Reinaldo Jiménez: Sobras de pan
V Premio Internacional de Poesía Jorge Manrique.
Ediciones Cálamo.
Los lectores siempre esperamos que el nuevo libro de nuestros autores preferidos sea mejor que el anterior. Primero, por el propio placer de leerlo y disfrutarlo. Segundo, porque compartimos con gozo sus avances en el pensamiento y la escritura. Sin embargo, las trayectorias literarias, como la vida, tienen sus altibajos, sus repeticiones y retrocesos, sus aciertos y fracasos. Ahí reside la expectación, la sorpresa de la novedad o la decepción del tropiezo.
Tengo en la mano Sobras de pan, el último poemario de Reinaldo Jiménez, galardonado con el V Premio Internacional de Poesía Jorge Manrique y bellamente editado por Cálamo. Me alegro de poder decir que, en este caso, no solamente considero que es su mejor libro, sino que se me hace difícil imaginar qué más podrá escribir el autor después de esto. Así de rotundo, así de definitivo me parece. Una especie de libro de la vida donde está todo lo importante y donde lo inefable se expresa hasta el límite de lo posible: “… canto lo que no sé / que sé…” (“Oda a un bastón”, p. 50).
A veces la estructura de los libros de poemas es gratuita o responde a criterios caprichosos. Opino que ignorarla es desperdiciar un significante muy poderoso, una base tonal para la regularidad que luego se desplegará en los ritmos de las palabras y las ideas. Muestra brillante de ello es la sólida construcción de Sobras de pan en torno a tres poemas axiales, como un esqueleto genealógico que se hace explícito en las dedicatorias: el primero, “El horno”, dedicado a la madre (p. 13); el central, “De noche, al abrazarla”, a la hija (p. 39); y el último, “Sobras de pan”, al padre (p. 65). En ese linaje, en esa continuidad, se sitúan el poeta (“Cuerpo mío, ¿qué abrazas, sino / toda una estirpe en este abrazo único?”) y su compañera (“Y tú traes en tus manos, como si culminaran / en ti tantos procesos, el dulce de esos frutos…”).
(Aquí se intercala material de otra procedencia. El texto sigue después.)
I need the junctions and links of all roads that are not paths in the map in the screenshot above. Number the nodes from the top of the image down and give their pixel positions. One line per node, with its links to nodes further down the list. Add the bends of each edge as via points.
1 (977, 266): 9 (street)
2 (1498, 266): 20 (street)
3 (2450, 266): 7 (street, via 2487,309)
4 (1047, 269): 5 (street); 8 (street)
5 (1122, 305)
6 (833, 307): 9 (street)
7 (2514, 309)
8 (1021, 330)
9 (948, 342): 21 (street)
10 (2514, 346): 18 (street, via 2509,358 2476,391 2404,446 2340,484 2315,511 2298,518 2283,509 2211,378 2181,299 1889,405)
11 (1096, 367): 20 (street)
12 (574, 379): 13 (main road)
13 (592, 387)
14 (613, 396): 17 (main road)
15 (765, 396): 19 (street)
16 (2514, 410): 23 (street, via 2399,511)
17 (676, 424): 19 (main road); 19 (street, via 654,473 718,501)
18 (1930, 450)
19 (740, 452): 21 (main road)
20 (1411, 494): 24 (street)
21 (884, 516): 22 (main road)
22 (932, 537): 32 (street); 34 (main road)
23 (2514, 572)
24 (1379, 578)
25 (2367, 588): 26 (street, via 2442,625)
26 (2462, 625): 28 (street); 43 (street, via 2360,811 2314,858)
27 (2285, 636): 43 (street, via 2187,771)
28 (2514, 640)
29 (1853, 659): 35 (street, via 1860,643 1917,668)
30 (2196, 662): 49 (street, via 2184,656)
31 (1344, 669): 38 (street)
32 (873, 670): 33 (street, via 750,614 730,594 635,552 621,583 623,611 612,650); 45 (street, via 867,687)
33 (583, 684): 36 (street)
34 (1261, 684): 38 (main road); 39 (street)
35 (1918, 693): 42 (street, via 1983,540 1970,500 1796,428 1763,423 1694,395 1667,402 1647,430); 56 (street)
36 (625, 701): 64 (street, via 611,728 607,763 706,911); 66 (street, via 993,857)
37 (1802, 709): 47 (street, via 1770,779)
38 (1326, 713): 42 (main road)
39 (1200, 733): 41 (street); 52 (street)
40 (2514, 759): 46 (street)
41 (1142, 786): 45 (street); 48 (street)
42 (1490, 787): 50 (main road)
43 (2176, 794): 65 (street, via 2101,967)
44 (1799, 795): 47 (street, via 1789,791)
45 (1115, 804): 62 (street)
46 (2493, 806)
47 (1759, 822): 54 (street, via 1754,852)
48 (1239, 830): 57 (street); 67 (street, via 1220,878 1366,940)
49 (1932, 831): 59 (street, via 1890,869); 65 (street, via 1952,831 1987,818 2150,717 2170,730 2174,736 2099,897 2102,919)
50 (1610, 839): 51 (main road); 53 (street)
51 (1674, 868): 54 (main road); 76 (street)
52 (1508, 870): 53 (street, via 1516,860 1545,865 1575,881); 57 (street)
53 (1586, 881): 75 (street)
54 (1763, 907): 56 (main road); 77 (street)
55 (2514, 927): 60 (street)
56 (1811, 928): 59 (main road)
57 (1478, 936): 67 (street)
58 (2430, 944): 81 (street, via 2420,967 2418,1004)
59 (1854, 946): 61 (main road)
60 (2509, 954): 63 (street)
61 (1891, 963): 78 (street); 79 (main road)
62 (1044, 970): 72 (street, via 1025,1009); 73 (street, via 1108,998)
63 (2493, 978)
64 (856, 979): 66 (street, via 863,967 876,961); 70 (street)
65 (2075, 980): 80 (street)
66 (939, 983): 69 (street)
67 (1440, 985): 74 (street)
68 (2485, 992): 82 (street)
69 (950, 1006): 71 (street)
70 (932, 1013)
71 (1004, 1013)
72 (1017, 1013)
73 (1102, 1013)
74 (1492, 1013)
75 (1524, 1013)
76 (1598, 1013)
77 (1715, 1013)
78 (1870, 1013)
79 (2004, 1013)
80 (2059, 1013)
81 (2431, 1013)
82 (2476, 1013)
Dos mitades de diecisiete poemas cada una, “Formar parte” y “Divina oscuridad”, completan una estructura simétrica y a veces especular. Por ejemplo, “En el huerto” (“Labro esta tierra como quien escribe…”) abre una poética que se cierra en “Nigredo”: “… por eso es esta seda / hacia el abismo / de lo que somos / en desconocimiento, / por eso es este altar / en las palabras”. Especular es también el agua que corre inocente “En este río que no alberga tiempo…” (“Barco de hoja de caña”, p. 21) frente al agua funeral que resbala sobre el féretro en “Agua bendita” (p. 58); o los espacios liminares de “Lindes” (“Nombrar acaso es la primera muerte”, p. 36) y “La palabra primera” (p. 44).
Son las dos caras de esos fragmentos de vida a los que Reinaldo Jiménez nos tiene felizmente habituados, esos cuadros cotidianos que se transparentan lo justo para dejarnos vislumbrar lo eterno. En Sobras de pan hallamos lo más característico de su poesía: la experiencia de lo grandioso a través de lo humilde, la comunión con una naturaleza llena de significados, la armonía rítmica que se acompasa con la cadencia de un mundo que late. Cada poema es tan hermoso, preciso y completo en sí mismo que ha de leerse con cuidado, como quien tiene un pájaro en las manos, para no quebrar el hilo que da sentido al complejo edificio de sutilezas.
Pero este poemario contiene, además, toda una teoría del ser. Una teoría meditada, coherente, nítida y casi diría que sistemática. El yo poético asume en plenitud el doble destino del ser humano, como parte de la naturaleza y como conciencia de ella, sabiendo que la voz de una parte no puede sino fracasar al intentar expresar el todo: “si es gratitud, deseo, querer conocimiento, / lo enmarca lo inefable” (“Nigredo”, p. 62). Intentarlo, además de inútil, sería soberbio y codicioso: “No habré de ser, me digo, quien quiebre / esa frontera, el frágil velo de lo que se nombra, / quien traiga al tiempo –imagen o palabra–, lo que no es del tiempo” (“Fotografía negada de una flor”, p. 48).
Sobras de pan constata que la poesía, como muchos pensamos, cobra sentido a partir del punto en que la metafísica deja de tenerlo. Y demuestra también algo que para mí es primordial y que me emociona muy profundamente: el camino no pasa por suspender el juicio y abandonar el discurso racional. Todo lo contrario. Se trata de trascenderlo. Sólo así es posible avanzar y acercarse un poco más, cada vez un poco más, a las fronteras de lo expresable.